A further recent addition to the city and its business trade is the Aviva Stadium, which opened its doors in May 2010. The stadium cost €410m to build, and as well as hosting sports events will provide a venue for conventions, exhibitions and entertainment functions. Aviva has over 50 different spaces on five levels, including 36 boxes available for meetings, focus groups, media events, casting calls or private functions. The venue is proud to be hosting its first concert this September, with Michael Bublé taking the stage.

After-work drinks
Dublin, clearly gearing itself up for doing business this decade and into the next, does not fail either in how it can entertain its business guests outside of their working hours in the city, or while schmoozing with clients. Temple Bar, just south of the river, is the main tourist attraction of Dublin for drinking and revelry – and exactly where you’ll find the notorious stag and hen parties. It can be fun for a short while and is great to wander around in the day, but if looking for something more civilised, there is plenty else.

A good place to come for drinks is the ‘no name’ or ‘secret’ bar at 3 Fade Street, (+353 17 645 681). This bar quite literally doesn’t have a name and has therefore ended up being anything but a secret. Still, it’s a cool and atmospheric place to clink glasses and is famous for its mojitos. Look out for the large snail above the doorway, denoting the entrance.

If you enjoy drinks in a trendier and – dare I say it – slightly pretentious setting, look no further than The Bailey (Duke Street, +353 16 704 939 ).

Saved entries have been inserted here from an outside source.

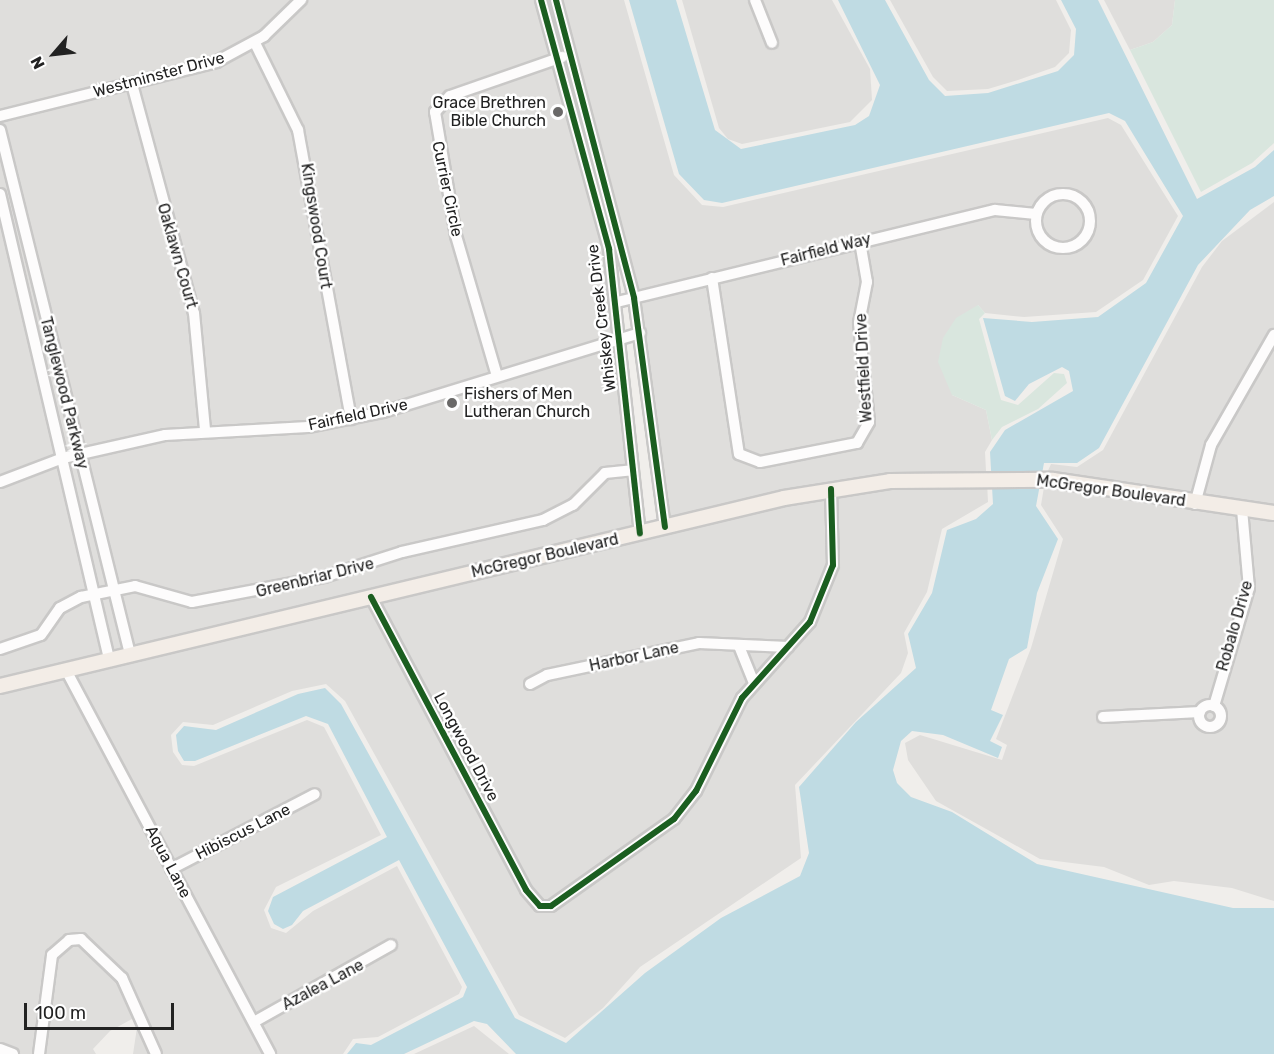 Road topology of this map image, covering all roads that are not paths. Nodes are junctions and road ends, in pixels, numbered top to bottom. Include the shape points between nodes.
1 (301, 0) edge
2 (541, 0) edge
3 (556, 0) edge
4 (755, 0) edge
5 (255, 43) junction
6 (772, 44) dead end
7 (571, 54) junction
8 (558, 58) junction
9 (132, 84) junction
10 (0, 116) edge
11 (0, 130) edge
12 (2, 146) edge
13 (0, 194) edge
14 (1036, 214) junction
15 (860, 242) junction
16 (712, 278) junction
17 (634, 298) junction
18 (617, 302) junction
19 (640, 333) junction
20 (1274, 335) edge
21 (620, 337) junction
22 (497, 376) junction
23 (351, 419) junction
24 (205, 430) junction
25 (79, 454) junction
26 (63, 458) junction
27 (632, 470) junction
28 (0, 482) edge
29 (831, 489) junction
30 (1195, 504) junction
31 (1242, 510) junction
32 (1274, 513) edge
33 (665, 527) junction
34 (639, 533) junction
35 (112, 590) junction
36 (95, 595) junction
37 (371, 597) junction
38 (739, 646) junction
39 (788, 647) junction
40 (0, 649) edge
41 (130, 654) junction
42 (109, 659) junction
43 (66, 670) junction
44 (754, 683) junction
45 (530, 684) dead end
46 (0, 686) edge
47 (1214, 706) junction
48 (1200, 712) junction
49 (1103, 717) dead end
50 (315, 794) dead end
51 (171, 869) junction
52 (391, 945) dead end
53 (254, 1022) junction
54 (0, 1049) edge
55 (156, 1050) edge
56 (13, 1054) edge
57 (39, 1054) edge
58 (270, 1054) edge

1 - 5 street, Westminster Drive
2 - 8 street, Whiskey Creek Drive
3 - 7 street, Whiskey Creek Drive
4 - 6 street
5 - 9 street, Westminster Drive via 216,62
5 - 23 street, Kingswood Court via 298,130
7 - 8 street, Currier Circle
7 - 17 street, Whiskey Creek Drive
8 - 18 street, Whiskey Creek Drive via 602,215
8 - 22 street, Currier Circle via 450,96 435,112 456,236
9 - 10 street, Westminster Drive
9 - 24 street, Oaklawn Court via 194,313
11 - 12 street, Tanglewood Parkway
12 - 25 street, Tanglewood Parkway
13 - 26 street, Tanglewood Parkway
14 - 14 street via 1036,227 1051,246 1073,247 1089,231 1088,207 1068,194 1045,199
14 - 15 street, Fairfield Way via 995,210
15 - 16 street, Fairfield Way
15 - 16 street, Westfield Drive via 867,282 859,323 869,422 857,443 760,462 739,454
16 - 17 street, Fairfield Way
17 - 18 street, Fairfield Way
17 - 19 street, Whiskey Creek Drive
18 - 21 street, Whiskey Creek Drive
19 - 21 street, Fairfield Drive
19 - 33 street, Whiskey Creek Drive
20 - 30 street via 1210,445
21 - 22 street, Fairfield Drive
21 - 27 street, Whiskey Creek Drive
22 - 23 street, Fairfield Drive
23 - 24 street, Fairfield Drive via 308,427
24 - 25 street, Fairfield Drive
25 - 26 street, Fairfield Drive
25 - 35 street, Tanglewood Parkway
26 - 28 street, Fairfield Drive
26 - 36 street, Tanglewood Parkway
27 - 34 street, Whiskey Creek Drive
27 - 35 street, Greenbriar Drive via 595,479 573,505 554,516 402,552 324,578 192,602 146,587
29 - 30 main road, McGregor Boulevard via 981,476 1053,480
29 - 33 main road, McGregor Boulevard
29 - 39 street via 837,536 831,576 819,608
30 - 31 main road, McGregor Boulevard
31 - 32 main road, McGregor Boulevard
31 - 47 street, Robalo Drive via 1250,582
33 - 34 main road, McGregor Boulevard
34 - 37 main road, McGregor Boulevard
35 - 36 street, Greenbriar Drive
35 - 41 street, Tanglewood Parkway
36 - 40 street, Greenbriar Drive via 60,608 31,641
36 - 42 street, Tanglewood Parkway
37 - 41 main road, McGregor Boulevard
37 - 44 street, Longwood Drive via 526,890 540,906 571,895 674,819 696,791 730,718
38 - 39 street, Harbor Lane
38 - 44 street
38 - 45 street, Harbor Lane via 699,644 547,675
39 - 44 street
41 - 42 main road, McGregor Boulevard
42 - 43 main road, McGregor Boulevard
43 - 46 main road, McGregor Boulevard
43 - 51 street, Aqua Lane
47 - 48 street
47 - 48 street, Robalo Drive via 1221,717 1215,727 1202,724
48 - 49 street
50 - 51 street, Hibiscus Lane
51 - 53 street, Aqua Lane
52 - 53 street, Azalea Lane
53 - 58 street, Aqua Lane
54 - 56 street
55 - 57 street via 111,964 88,943 69,940 52,955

It’s the kind of place where you’re not supposed to look like you’re having a good time, but is dandy if you want to hang out with the ‘beautiful people’ (guaranteed no bunny ears or wearable ‘L’ plates).

There are other bars around St Stephen’s Green, Duke Street and Dawson Street which all provide stag-free zones, such as The Horseshoe Bar at The Shelbourne Hotel. It’s something of an Irish institution and you need to come early, as it gets packed.

Dining out in Dublin
For drinks or food, you’ll find The Exchequer close to Dublin Castle and a short walk from St. Stephen’s Green (3-5 Exchequer Street. +353 16 706 787). This homely and relaxed venue is winner of the Best Gastropub in Ireland 2010 award as well as Best Pub Food in Dublin 2010. It serves wholesome, simple food, specialising in nationally sourced seasonal produce and sustainable seafood from Irish waters. You’ll also find an extensive range of world beers and wines (as well as some excellent cocktails) and huge vintage sofas to enjoy them on.

If you’re interested in “good, honest, Irish fare with a modern touch,” look no further than The Pig’s Ear at 4 Nassau Street (+353 16 703 865). The restaurant cooks up hearty food in an informal setting and there are plenty of interesting twists to be found on the menu. Jane Russell’s Beef and Guinness Sausage is a speciality here.

Fans of fine dining however should book a table at Pichet Restaurant, based on Dublin’s lively Trinity Street in the centre of the city (14/15 Trinity St. +353 16 771 060). Pichet is a relatively new restaurant from Nick Munier and Stephen Gibson, and serves an imaginative menu dedicated to offering high quality, fresh food to its diners. This is a sound choice for entertaining clients.

It is easy to see that the city is aiming to make its mark as a top business capital in Europe, and if you are here to do business, don’t forget the pleasure – though remember, tar and feathers are not necessary.